When the assessee preferred appeal, ld. CIT(A) partly allowed the appeal granting relief to the assessee in respect of addition made u/s. 14A read with Rule 8D. Aggrieved by such an order, the Revenue preferred this appeal stating that the ld. CIT(A) ignored the fact that the assessee had incurred huge interest expenses in relation to investments in the instruments income which is exempt.
The ld. DR submitted that when the assessee failed to produce documentary evidence to show that the investments were made from out of own funds available with the assessee and for such investments, no borrowed amount was spent, the Assessing Officer is justified in invoking the provisions of Rule 8D(2)(ii) of the Rules. So also, when there is an investment, though a part of it accrued dividend, the other investment does not lose its character as investment and any interest-bearing amount spent for such investments shall be considered for the purpose of Rule 8D(2)(ii) besides such other investments also taking into consideration u/r. 8D(2)(iii) of the Rules.
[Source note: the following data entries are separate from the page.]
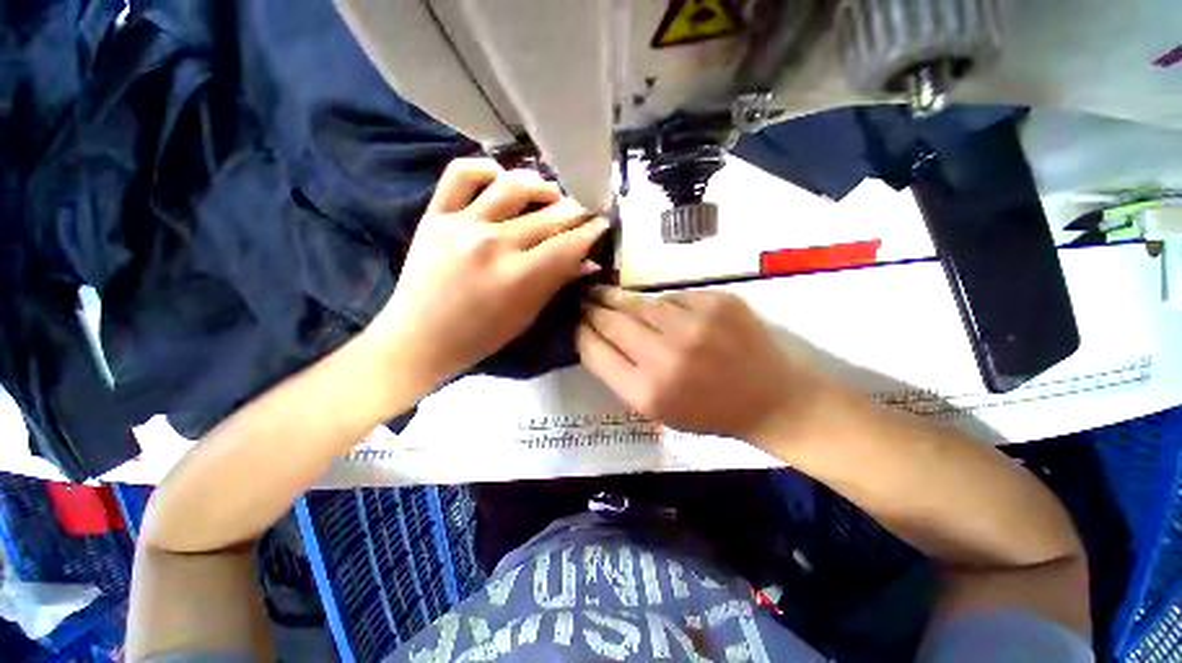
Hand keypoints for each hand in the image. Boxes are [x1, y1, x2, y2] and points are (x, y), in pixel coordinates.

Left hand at [367, 158, 608, 390]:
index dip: (591, 232)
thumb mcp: (526, 315)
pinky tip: (502, 180)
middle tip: (585, 210)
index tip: (603, 223)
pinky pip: (462, 174)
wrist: (419, 338)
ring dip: (541, 185)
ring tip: (551, 194)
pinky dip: (486, 169)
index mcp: (518, 277)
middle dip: (575, 211)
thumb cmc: (480, 336)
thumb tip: (589, 262)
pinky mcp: (436, 214)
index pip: (567, 245)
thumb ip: (557, 282)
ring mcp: (462, 224)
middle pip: (548, 216)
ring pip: (512, 186)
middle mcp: (493, 243)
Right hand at [577, 287, 827, 444]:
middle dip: (592, 307)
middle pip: (612, 320)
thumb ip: (621, 375)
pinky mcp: (717, 302)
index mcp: (647, 392)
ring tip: (608, 294)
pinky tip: (662, 311)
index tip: (575, 321)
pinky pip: (673, 297)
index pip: (594, 350)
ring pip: (640, 303)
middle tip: (583, 298)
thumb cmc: (709, 412)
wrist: (771, 398)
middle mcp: (666, 356)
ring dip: (620, 299)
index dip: (580, 332)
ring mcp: (694, 324)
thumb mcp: (657, 410)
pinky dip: (663, 303)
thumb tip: (594, 336)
Learned AR submitted that ld. CIT(A) followed the binding precedent of Special Bench of this Tribunal in the case of ACIT vs. Vireet Investment (P) ltd. (2017) 165 ITD 27(Delhi Tribunal-Special Bench) to the effect that only those investments are to be considered for computing average value of investment which yielded exempt income during the year and the investments which did not yield any exempt income during the year shall not be considered for the purposes of disallowance under Rule 8D(2)(iii) of the Rules besides considering the fact that the assessee met the investments out of its own funds and therefore, there is no scope of disallowance of interest component u/r. 8D(2)(ii) of the Rules. He brought to our notice that as per audited balance sheet as on 31.03.2014, the share capital of assessee was Rs.103.40 crores whereas investments were only Rs.86.208 crores while the borrowing stood at Rs.24.69 crores. In these circumstances, the ld. AR submitted that there is no ground to interfere with the findings of the ld. CIT(A) on this aspect.
We have gone through the material on record in the light of submissions made on either side. The assessment order itself reveals that in so far as the direct expenses u/r. 8D(2)(i) are concerned, the Assessing Officer accepted that no direct expense was incurred by the assessee for earning the exempt income. There is no denial of the fact from the Revenue that as on 31.03.2014, the share capital of the assessee was Rs.103.40 crores which is more than enough to cover the investments of Rs.86.208 crores and therefore, the presumption is that the assessee invested the amounts from out of their own funds and therefore, the question of disallowing the interest component u/r. 8D(2)(ii) does not arise. In so far as consideration of investment which did not yield any dividend income for the purpose of calculating the disallowance u/r. 8D(2)(iii), it is the settled principle of law that only such investments which yielded exempt income during the year have to be considered for computing the average value of investment, and the investments which did not yield any exempt income shall not be considered. Admittedly, the assessee disallowed a sum of Rs.2,75,113/- by following this calculation. Ld. CIT(A) rightly followed the decision of Special Bench of this Tribunal in the case of ACIT vs. Vireet Investment (P) Ltd. (supra), which is binding precedent on this aspect.
For these reasons, we do not find any legal infirmity in the findings of the ld. CIT(A) and therefore, no interference is warranted with the same. We, accordingly, decline to interfere with the impugned order.
In the result, the appeal of the Revenue is dismissed.
Order pronounced in the open court on 14/10/2020.